Kubernetes adoption trajectory

The Kubernetes experience follows a common trajectory across most organisations, which is littered with pitfalls for inexperienced engineers.

The organisation starts off with no containers and no orchestration. Developers will try a POV/POC application and discover that it works relatively well. Then they will try containerising existing applications, where they’ll quickly find that major refactoring is needed and organisational behaviours will have to change to accommodate it.

Around this time, engineers may grow disillusioned with Kubernetes and ask if the conversion is really worth the effort.

So if scaling Kubernetes isn't practical by scaling the team, what can organisations that desire to use it do?

Seeing Kubernetes success with tooling

The answer is tooling and automation. When implemented effectively, containers and Kubernetes hold the key to unlocking the value of cloud, but the inherent complexity of the technologies (and the required changes) present barriers to operationalisation that are not easily overcome.

The Kubernetes technical capability comes ahead of usability, so users have a hard time fully leveraging the true potential of Kubernetes. This is true even for managed versions like AKS, EKS and GKE.

Appvia Wayfinder was designed to address these challenges so organisations can fully utilise Kubernetes and scale their business - like a Kubernetes team in a box. Our experience with Kubernetes in the context of high-growth, high-scale and highly regulated environments has been captured in the construction of the products, which come out-of-the-box with highly automated functions that encapsulate the skills and expertise that highly qualified engineers would possess.
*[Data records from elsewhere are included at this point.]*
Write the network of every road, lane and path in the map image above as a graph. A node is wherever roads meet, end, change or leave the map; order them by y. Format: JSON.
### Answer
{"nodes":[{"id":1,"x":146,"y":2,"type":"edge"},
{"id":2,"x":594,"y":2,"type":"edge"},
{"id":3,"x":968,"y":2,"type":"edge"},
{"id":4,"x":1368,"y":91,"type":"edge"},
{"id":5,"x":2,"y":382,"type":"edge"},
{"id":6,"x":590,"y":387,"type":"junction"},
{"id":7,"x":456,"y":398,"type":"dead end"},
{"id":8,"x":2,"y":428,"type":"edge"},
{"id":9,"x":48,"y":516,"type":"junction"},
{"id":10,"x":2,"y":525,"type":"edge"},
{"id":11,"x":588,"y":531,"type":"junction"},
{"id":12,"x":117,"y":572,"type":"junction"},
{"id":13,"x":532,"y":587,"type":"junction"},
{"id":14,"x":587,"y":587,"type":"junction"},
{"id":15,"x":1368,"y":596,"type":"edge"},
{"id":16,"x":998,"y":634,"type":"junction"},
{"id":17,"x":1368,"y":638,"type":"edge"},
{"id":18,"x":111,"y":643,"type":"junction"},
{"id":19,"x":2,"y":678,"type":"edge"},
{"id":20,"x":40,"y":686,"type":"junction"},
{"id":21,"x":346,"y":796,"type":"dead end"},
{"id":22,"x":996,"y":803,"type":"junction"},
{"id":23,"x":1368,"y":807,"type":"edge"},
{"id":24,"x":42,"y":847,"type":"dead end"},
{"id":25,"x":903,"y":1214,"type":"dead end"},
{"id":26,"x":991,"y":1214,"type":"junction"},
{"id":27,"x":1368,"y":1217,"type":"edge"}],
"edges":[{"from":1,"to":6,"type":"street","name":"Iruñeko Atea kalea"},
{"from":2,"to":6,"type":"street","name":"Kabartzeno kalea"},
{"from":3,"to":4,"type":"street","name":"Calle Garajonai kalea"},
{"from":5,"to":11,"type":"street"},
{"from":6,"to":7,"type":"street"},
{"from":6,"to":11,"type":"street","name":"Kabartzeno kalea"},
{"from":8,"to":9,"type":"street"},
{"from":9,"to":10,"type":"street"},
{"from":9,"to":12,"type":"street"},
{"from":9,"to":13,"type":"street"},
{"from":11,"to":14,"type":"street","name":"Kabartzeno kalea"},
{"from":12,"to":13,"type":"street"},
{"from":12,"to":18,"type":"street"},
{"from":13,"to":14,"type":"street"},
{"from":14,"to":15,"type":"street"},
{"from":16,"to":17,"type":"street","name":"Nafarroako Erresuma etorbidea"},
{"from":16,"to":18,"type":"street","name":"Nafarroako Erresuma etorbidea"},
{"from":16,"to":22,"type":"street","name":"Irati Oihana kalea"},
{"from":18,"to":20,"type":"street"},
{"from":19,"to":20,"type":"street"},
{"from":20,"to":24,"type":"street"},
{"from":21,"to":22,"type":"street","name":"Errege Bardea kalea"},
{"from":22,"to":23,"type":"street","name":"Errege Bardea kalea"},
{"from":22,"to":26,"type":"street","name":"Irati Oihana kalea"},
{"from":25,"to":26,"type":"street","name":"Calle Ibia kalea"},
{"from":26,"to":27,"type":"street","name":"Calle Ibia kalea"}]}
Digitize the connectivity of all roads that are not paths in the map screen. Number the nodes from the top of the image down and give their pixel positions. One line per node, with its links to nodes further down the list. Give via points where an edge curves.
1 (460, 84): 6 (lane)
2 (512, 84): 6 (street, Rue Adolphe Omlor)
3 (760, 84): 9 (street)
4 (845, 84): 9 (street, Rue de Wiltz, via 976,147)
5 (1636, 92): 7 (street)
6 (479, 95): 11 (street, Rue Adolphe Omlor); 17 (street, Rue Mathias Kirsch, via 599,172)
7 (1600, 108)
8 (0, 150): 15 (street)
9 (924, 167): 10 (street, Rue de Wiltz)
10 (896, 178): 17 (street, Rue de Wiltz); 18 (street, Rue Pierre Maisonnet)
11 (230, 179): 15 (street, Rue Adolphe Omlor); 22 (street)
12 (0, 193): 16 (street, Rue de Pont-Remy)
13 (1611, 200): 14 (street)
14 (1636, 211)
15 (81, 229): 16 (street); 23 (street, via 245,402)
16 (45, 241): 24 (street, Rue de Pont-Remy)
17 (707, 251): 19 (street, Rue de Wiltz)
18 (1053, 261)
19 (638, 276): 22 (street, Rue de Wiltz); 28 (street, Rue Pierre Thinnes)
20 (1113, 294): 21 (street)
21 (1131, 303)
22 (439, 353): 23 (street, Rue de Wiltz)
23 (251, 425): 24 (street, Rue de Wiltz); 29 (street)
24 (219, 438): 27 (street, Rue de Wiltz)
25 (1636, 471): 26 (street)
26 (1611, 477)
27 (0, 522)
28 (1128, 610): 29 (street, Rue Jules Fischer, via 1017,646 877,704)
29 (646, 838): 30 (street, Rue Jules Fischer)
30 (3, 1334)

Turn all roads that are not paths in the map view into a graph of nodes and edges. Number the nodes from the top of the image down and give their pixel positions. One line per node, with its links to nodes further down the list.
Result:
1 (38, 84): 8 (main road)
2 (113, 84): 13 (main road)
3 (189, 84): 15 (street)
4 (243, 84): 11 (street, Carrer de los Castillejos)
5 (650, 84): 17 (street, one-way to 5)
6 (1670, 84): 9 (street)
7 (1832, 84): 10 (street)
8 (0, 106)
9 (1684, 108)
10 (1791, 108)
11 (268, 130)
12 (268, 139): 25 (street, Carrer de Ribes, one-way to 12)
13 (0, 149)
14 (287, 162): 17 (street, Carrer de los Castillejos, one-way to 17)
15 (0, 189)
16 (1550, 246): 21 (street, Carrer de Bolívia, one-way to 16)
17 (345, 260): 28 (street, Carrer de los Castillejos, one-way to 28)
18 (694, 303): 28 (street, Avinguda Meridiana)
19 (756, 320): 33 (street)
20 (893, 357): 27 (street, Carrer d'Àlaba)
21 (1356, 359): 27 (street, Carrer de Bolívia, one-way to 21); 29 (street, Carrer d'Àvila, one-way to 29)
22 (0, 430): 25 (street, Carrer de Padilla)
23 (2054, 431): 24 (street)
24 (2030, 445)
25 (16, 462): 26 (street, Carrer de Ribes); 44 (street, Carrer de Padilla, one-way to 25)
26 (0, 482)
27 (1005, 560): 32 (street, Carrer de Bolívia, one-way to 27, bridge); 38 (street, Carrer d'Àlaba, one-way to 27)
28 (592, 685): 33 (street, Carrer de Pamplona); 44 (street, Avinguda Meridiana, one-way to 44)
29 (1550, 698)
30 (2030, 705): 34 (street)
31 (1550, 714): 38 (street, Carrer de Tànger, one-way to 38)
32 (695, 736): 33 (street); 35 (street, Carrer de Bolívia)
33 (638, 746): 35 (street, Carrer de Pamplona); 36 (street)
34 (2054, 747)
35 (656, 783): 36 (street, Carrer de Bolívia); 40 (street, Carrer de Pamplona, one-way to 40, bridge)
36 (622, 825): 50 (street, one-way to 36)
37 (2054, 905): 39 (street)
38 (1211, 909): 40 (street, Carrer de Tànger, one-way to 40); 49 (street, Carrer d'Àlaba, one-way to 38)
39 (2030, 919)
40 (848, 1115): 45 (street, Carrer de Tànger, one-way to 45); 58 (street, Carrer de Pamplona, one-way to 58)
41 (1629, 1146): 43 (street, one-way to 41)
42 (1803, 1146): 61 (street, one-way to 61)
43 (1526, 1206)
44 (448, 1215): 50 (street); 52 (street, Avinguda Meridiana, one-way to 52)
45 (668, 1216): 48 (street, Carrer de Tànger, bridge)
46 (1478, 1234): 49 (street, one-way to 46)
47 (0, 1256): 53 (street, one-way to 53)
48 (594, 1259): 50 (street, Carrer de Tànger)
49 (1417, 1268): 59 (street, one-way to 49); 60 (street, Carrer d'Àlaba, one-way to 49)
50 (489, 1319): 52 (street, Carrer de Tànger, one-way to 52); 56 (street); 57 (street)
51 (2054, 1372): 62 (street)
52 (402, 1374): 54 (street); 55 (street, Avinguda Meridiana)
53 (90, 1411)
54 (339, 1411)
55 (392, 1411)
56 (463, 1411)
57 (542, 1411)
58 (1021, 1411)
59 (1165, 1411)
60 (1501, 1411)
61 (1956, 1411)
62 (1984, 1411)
Wayfinder is an abstraction layer that sits on top of the cloud providers, which simplifies the creation and maintenance of your Kubernetes clusters.

Over 40% of organisations that have started the process of Kubernetes adoption say that the inherent complexity and shortage of skills is preventing them from advancing. We’re here to make sure that doesn’t happen, helping organisations reach operationalised Kubernetes and make the promise of cloud a reality.